Maura Payne, a spokeswoman for Reynolds of Winston-Salem said the ban could affect many of its brands, which include Kool, Winston, Salem and Doral. But while the judge also barred the use of "natural" as an adjective, Payne said Reynolds plans to continue to sell its Natural American Spirit cigarettes, because they are technically made by Reynolds subsidiary Santa Fe Natural Tobacco Co., which wasn't specifically named in the lawsuit.
In its appeal of the ruling, Philip Morris could argue that the ban on the adjectives such as "light" violates its First Amendment free-speech rights, and it could contend that deceptive-advertising claims are the domain of federal regulatory agencies rather than the courts. The government's counterargument likely would be that truly deceptive language would justify the limitations.

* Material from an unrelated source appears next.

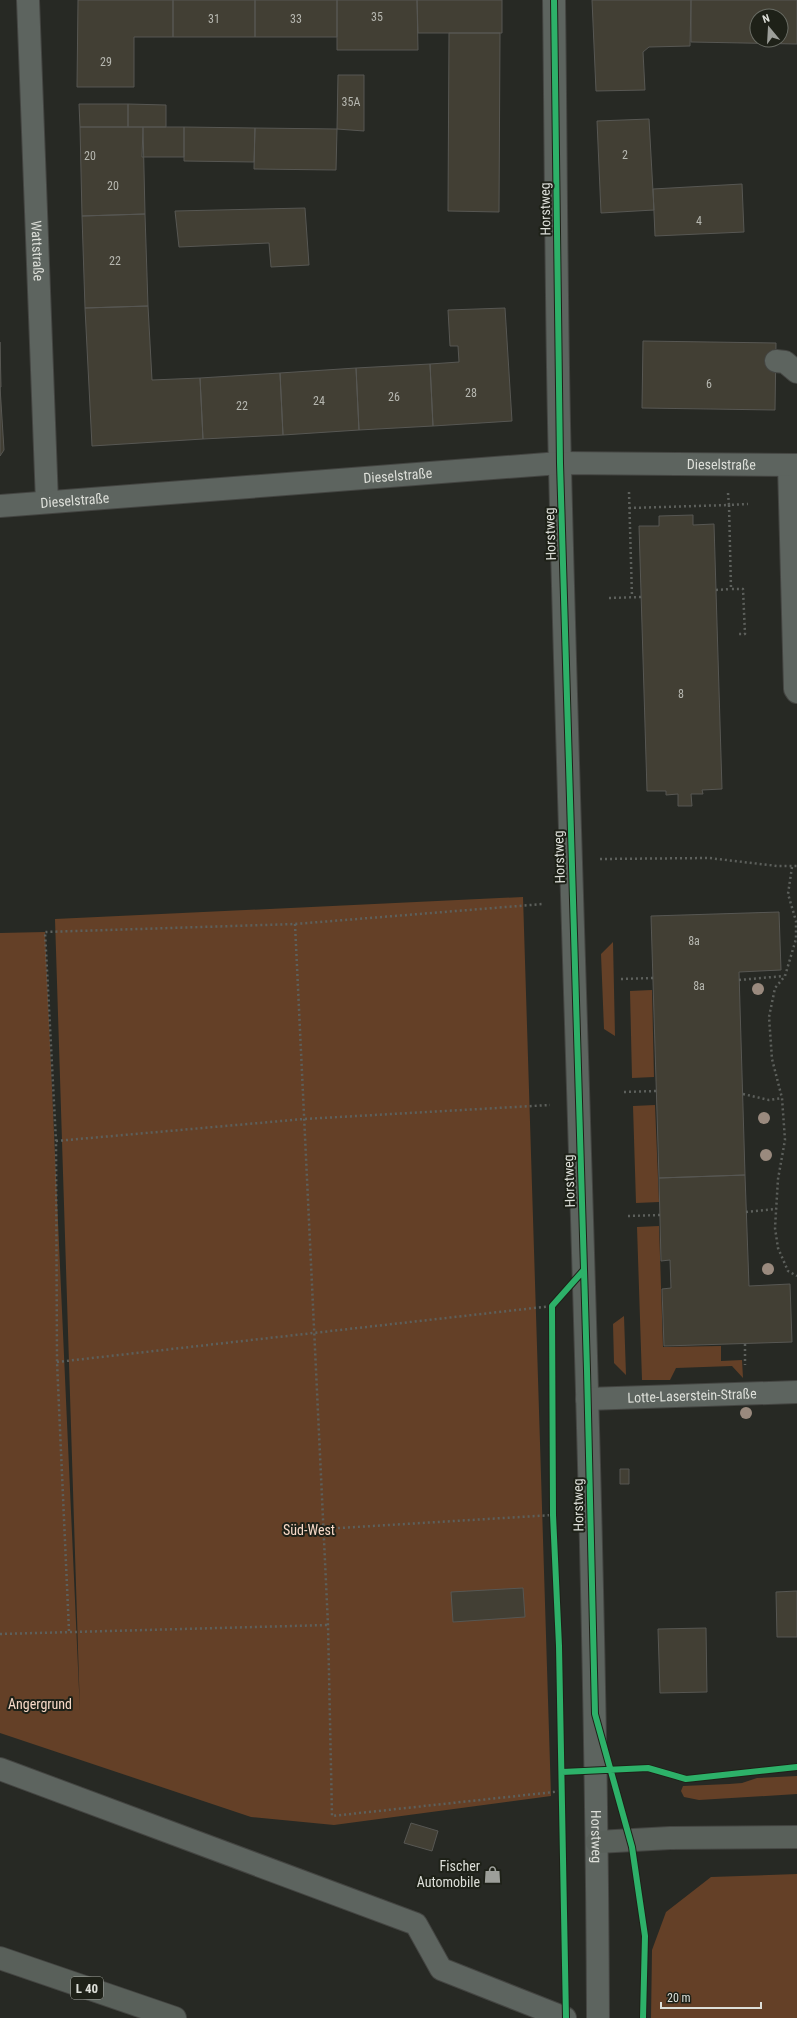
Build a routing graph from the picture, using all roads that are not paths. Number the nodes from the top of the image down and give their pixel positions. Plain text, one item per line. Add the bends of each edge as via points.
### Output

"Tobacco companies got off pretty well in this case," says Robert Rabin, a professor at Stanford Law School "By simply restructuring their marketing ... cigarette makers will be able to convey the same thing but in a slightly different way." -- Suzanne Vranica contributed Up in Smoke
Tobacco companies face new restrictions after a ruling last week. The companies must:
• Not use banned adjectives, including "low tar," "light," "ultra light," "mild" and "natural."
• Admit they lied about the harmful effects of smoking cigarettes.
• Warn consumers about the health effects in advertisements and packaging.
• Issue "corrective statements" -- including full-page advertisements in weekend editions of 35 newspapers -- about the adverse health effects of cigarettes.
• Post all internal marketing documents on a public Web site through 2016.